Several waste generators appreciate the full-cycle value of bringing their materials to Wilmington and returning the resulting compost to the soil. In addition to the University of Pennsylvania, a major grocery store chain intends to market bagged compost made with its own food scraps to its customers. “It’s like the movie Groundhog Day – you keep doing it until you get it right,” Widell says with a quick smile. “We think we got it right.”
Sidebar p. 18
HOW WORC FLOWS
• The 27-acre Wilmington Organic Recycling Center (WORC) is oriented in the direction in which incoming material flows, from weighing in, to tipping, to windrowing, to finished product leaving the yard.
• A wood-processing site across the street preshreds clean construction debris, yard trimmings and land-clearing debris to about 3 inches or less. Current tools include a Komptech Crambo grinder that’s being tested and McCloskey screener.
• After trucks weigh in on a sophisticated 100-ton scale, they tip their loads (Photo 1) inside an 18,000 square-foot tip building – under negative air pressure to help control odors and constructed of galvanized steel to prevent corrosion.
• Inside the tip building, loader operators trained to determine the right mix of carbon (ground wood, paper and cardboard) and nitrogen (food and green yard waste) – typically about one to one, depending on moisture content – aggregate the feedstock before loading it into a Doppstadt slow-speed shredder (Photo 2).
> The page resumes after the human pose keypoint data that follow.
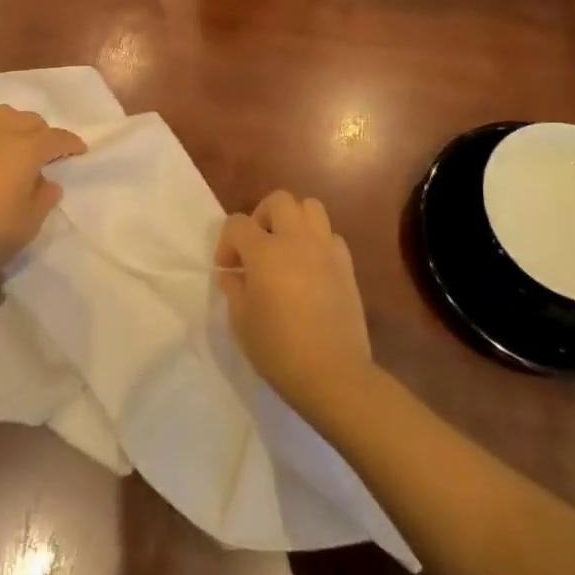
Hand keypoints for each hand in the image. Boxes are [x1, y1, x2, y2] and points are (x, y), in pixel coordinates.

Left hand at [0, 105, 85, 285]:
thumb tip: (48, 182)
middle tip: (47, 152)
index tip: (79, 150)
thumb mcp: (29, 223)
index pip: (56, 137)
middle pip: (28, 120)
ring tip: (16, 147)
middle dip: (42, 132)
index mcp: (26, 148)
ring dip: (15, 126)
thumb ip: (44, 198)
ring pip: (0, 117)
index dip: (70, 143)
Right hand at [216, 191, 376, 428]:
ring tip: (285, 249)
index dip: (226, 242)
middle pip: (279, 201)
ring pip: (311, 208)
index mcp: (265, 252)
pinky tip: (310, 269)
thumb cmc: (279, 349)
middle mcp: (297, 240)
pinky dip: (317, 243)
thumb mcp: (241, 322)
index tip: (227, 270)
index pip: (238, 223)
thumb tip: (233, 275)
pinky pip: (331, 237)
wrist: (333, 374)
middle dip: (261, 216)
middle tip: (256, 247)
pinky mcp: (347, 266)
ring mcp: (326, 250)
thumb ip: (234, 289)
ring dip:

Ground wood chips currently serving as a temporary ramp will be replaced with a permanent cement structure once all the machinery has been properly calibrated.
• Shredded feedstock is conveyed to a picking station with as many as four people on each side pulling contaminates (Photo 3). Technicians are trained to not pull compostable plastics, such as bags, which can be recognized. Almost no glass is making its way into the facility.
• A 15,000 square foot biofilter at the south end of the facility treats air from the tip building (Photo 4). To manage back pressure, do media replacement or repairs, air flow to sections of the biofilter can be turned off. WORC uses large size wood chips for the media.
• Leachate and excess liquid from the biofilter and tip building go to a sanitary sewer. Storm water from the site flows into a solids separator and then an aerated retention pond (Photo 5). WORC has two separators and ponds – half the facility drains to one and the other half to the other.
• When WORC opened, seagulls from the nearby landfill quickly discovered the new food source – windrows being constructed with fresh material prior to being covered. The vector problem was solved with Cooper, the border collie, who very effectively keeps the seagulls away.
• The site is set up to accommodate 64 200-foot-long windrows – 56 under cover and eight uncovered for their final stage of composting. Aeration holes in two grated trenches running the length of each compost pad also serve to drain leachate (Photo 6). Two-horsepower blowers mounted on the outside of a cement wall surrounding the windrows kick on individually based on temperature and oxygen feedback. The key is to introduce the right amount of air to satisfy microbial activity without drying out the material.
• Each windrow is sized to handle about one day’s worth of material – approximately 550 tons or 1,000 cubic yards a day. It’s an eight-week journey from tipped and mixed feedstock to finished compost.
• A Doppstadt screener is equipped with a punch plate and both half-inch and three-eighth-inch screen sizes (Photo 7). Screens are matched up with a magnet, a destoner and an air separator. Netting catches wayward plastic. At 40 percent moisture, the compost can be screened finely enough for application such as top dressing on golf courses. At 50 percent moisture, it can be screened for bagging. While a retail area has been set up, 99 percent of the compost generated at the WORC facility gets trucked out in bulk by the cubic yard.